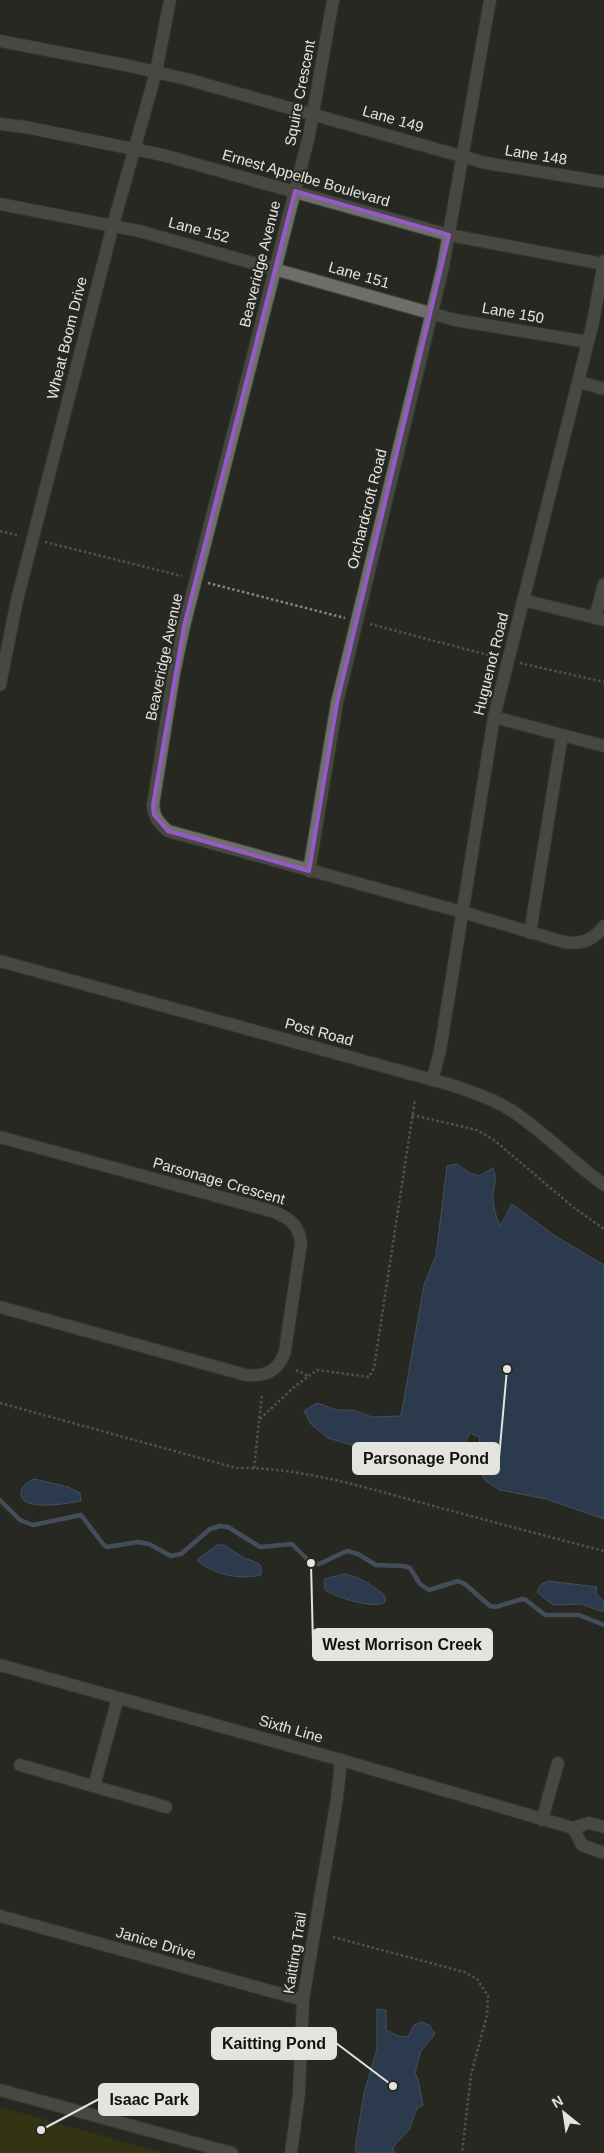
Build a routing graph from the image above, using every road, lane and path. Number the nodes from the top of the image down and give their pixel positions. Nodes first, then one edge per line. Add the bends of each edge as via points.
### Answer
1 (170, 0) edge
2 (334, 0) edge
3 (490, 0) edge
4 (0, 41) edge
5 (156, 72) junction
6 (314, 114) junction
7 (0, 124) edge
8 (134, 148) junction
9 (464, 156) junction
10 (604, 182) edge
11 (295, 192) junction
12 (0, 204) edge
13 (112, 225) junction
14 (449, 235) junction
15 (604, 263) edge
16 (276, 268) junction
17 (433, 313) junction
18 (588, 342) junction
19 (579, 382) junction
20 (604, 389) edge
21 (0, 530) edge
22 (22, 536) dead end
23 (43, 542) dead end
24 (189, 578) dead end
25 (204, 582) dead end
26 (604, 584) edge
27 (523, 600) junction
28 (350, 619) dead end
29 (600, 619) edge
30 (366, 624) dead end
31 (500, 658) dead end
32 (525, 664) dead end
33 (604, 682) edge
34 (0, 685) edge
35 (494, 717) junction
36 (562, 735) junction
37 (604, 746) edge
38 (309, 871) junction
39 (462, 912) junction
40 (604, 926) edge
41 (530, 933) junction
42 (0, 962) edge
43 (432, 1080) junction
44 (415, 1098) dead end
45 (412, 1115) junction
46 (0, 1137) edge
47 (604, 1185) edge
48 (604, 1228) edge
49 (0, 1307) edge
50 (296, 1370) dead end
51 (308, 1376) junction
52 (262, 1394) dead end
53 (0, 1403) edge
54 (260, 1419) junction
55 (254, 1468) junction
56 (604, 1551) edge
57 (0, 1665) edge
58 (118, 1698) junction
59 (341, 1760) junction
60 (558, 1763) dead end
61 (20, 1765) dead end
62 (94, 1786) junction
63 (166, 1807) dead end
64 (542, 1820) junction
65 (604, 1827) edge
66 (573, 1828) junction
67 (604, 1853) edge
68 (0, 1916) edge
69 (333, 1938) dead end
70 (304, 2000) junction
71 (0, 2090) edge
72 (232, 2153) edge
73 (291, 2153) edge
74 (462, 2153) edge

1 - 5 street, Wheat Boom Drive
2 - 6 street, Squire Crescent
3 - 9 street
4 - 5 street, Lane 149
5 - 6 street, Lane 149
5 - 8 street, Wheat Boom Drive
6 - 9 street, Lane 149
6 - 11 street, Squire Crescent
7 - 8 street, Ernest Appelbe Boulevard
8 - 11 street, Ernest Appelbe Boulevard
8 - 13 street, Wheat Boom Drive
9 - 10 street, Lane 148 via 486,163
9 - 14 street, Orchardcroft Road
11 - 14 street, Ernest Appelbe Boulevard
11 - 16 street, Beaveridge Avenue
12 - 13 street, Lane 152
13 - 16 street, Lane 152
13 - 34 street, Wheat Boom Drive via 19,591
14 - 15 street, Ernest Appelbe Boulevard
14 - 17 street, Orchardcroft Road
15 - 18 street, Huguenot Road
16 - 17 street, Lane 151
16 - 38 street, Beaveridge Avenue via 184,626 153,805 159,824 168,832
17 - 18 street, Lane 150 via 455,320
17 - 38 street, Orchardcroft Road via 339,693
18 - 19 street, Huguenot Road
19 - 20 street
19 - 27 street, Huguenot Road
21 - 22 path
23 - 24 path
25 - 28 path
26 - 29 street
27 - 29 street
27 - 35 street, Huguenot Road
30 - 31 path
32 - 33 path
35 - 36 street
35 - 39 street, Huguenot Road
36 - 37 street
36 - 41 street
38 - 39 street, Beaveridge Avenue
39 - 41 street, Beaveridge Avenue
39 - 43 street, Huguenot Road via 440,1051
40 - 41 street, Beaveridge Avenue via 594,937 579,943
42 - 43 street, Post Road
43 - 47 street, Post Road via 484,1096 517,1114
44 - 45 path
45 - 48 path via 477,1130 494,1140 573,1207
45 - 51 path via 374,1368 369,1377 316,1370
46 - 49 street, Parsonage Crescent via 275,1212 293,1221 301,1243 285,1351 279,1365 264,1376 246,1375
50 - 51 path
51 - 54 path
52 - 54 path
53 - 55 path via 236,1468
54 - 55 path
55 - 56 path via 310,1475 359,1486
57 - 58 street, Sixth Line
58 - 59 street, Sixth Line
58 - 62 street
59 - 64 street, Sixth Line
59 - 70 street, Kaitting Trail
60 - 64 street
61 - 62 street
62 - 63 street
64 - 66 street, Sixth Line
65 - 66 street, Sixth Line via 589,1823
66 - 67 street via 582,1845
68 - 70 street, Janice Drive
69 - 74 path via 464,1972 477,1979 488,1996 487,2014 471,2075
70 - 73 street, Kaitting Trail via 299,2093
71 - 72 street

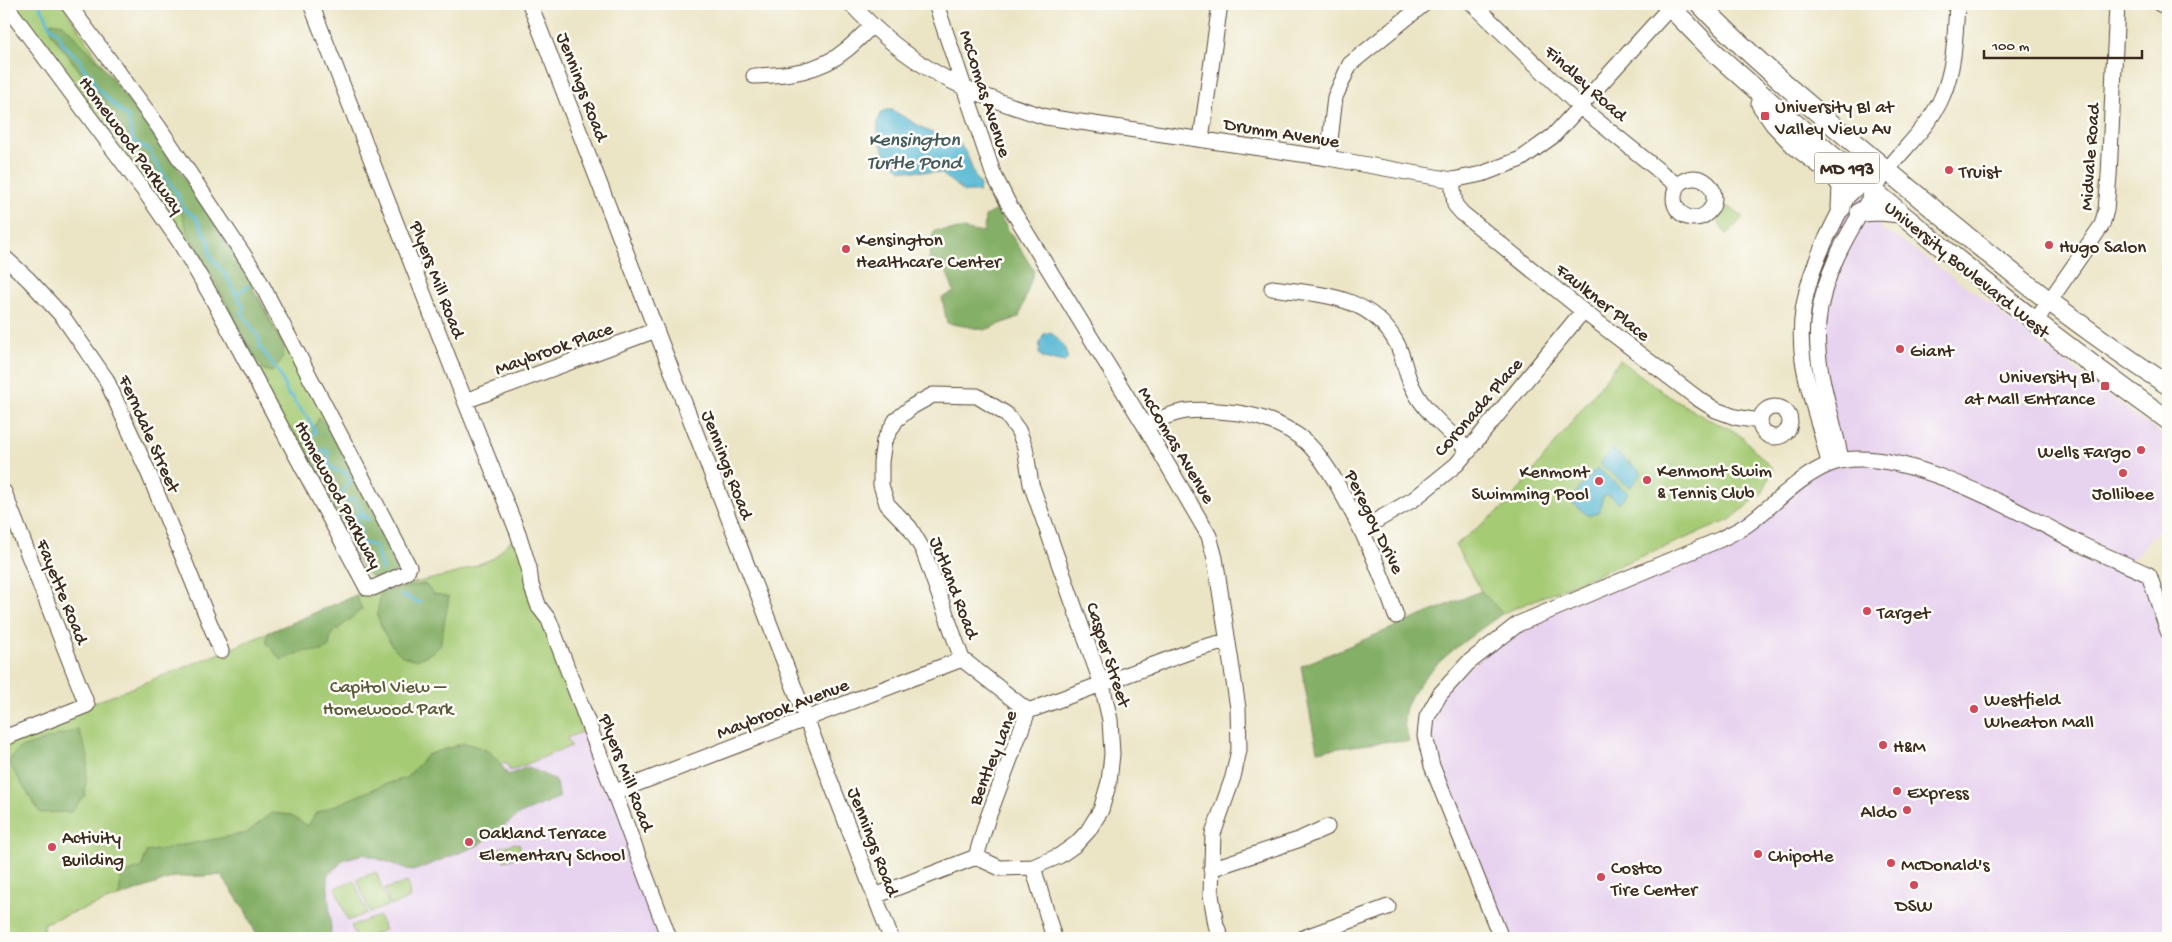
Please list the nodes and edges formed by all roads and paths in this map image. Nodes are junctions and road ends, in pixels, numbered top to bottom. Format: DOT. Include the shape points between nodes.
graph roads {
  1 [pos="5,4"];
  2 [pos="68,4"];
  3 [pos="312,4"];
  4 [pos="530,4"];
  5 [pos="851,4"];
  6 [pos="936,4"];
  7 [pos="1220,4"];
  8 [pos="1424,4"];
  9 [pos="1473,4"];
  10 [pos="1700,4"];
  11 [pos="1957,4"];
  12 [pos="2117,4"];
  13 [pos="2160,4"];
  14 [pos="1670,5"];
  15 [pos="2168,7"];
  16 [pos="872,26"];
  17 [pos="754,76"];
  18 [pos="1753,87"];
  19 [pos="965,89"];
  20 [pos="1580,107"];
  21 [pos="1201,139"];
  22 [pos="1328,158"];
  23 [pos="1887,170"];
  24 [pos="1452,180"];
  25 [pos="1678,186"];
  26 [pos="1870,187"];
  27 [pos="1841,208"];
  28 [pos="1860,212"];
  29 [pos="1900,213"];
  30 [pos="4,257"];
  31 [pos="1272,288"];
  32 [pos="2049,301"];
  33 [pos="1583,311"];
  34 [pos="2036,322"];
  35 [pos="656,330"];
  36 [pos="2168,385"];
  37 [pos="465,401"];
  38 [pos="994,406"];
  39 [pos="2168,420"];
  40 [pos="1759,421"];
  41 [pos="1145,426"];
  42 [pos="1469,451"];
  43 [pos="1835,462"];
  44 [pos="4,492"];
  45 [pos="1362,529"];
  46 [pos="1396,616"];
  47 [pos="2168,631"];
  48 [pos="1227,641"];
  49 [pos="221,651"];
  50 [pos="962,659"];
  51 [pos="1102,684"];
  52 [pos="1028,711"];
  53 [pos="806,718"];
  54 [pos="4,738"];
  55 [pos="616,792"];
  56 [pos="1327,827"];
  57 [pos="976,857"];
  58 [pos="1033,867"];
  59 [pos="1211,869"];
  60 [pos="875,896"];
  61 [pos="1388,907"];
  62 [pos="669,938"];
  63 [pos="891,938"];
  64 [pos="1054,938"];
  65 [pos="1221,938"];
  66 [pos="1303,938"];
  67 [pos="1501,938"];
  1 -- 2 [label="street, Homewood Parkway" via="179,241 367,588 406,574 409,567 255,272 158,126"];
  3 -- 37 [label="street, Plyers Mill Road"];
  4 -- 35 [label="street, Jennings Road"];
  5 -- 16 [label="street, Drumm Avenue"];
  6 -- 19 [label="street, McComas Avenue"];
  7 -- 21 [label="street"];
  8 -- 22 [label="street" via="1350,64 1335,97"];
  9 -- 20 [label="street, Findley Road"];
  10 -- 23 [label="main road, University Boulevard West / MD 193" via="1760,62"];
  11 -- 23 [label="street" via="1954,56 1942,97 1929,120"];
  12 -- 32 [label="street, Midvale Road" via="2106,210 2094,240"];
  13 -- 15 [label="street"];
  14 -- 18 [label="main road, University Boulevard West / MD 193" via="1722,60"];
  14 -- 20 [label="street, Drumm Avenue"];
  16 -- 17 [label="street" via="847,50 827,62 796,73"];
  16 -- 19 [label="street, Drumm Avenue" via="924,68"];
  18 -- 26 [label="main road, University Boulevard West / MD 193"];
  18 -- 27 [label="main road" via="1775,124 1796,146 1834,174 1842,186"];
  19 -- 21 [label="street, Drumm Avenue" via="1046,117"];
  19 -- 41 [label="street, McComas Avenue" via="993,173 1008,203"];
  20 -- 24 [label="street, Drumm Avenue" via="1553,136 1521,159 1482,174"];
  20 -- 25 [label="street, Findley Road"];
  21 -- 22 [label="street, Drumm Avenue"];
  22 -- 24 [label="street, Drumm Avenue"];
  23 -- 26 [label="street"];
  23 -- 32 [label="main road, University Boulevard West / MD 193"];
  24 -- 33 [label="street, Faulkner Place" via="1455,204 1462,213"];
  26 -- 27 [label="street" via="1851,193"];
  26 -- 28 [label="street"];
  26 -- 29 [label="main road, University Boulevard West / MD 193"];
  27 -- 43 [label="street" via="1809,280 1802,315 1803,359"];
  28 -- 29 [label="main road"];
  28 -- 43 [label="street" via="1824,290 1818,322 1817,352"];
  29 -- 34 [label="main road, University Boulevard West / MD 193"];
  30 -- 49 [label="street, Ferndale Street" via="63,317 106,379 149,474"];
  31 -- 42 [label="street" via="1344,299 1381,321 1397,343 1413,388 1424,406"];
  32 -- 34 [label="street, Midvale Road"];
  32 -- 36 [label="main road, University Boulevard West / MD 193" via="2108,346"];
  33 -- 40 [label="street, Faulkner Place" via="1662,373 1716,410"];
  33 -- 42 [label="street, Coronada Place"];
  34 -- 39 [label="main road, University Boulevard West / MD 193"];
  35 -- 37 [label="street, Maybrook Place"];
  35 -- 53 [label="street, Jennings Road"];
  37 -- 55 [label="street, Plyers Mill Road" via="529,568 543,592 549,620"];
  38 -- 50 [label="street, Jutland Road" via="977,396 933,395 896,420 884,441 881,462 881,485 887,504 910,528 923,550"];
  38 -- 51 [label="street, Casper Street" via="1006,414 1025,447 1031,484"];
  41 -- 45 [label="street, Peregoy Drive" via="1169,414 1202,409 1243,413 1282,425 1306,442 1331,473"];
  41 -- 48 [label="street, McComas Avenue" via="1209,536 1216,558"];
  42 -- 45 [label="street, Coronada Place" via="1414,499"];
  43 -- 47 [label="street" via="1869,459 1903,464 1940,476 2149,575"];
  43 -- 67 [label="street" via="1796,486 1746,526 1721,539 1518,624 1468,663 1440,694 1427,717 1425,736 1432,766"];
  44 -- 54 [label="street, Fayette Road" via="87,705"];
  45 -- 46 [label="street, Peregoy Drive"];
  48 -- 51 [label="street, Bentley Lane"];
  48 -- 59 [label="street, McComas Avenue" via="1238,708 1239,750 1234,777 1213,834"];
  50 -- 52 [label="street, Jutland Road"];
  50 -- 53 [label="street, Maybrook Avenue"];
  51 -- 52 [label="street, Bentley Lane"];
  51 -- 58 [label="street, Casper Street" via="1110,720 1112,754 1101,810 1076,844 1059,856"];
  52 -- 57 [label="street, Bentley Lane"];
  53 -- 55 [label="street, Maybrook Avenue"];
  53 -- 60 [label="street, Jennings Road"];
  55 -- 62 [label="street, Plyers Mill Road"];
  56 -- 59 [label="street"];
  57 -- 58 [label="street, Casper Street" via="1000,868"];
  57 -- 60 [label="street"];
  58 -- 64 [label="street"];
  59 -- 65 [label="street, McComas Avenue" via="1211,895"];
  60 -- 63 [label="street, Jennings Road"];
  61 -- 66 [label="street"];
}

# # # # # # #

▸ **WHAT THIS TASK INVOLVES**
What is needed is each line of the entries that contains the word "Casper".

▸ **WRITTEN ANSWER**
  38 -- 51 [label="street, Casper Street" via="1006,414 1025,447 1031,484"];
  51 -- 58 [label="street, Casper Street" via="1110,720 1112,754 1101,810 1076,844 1059,856"];
  57 -- 58 [label="street, Casper Street" via="1000,868"];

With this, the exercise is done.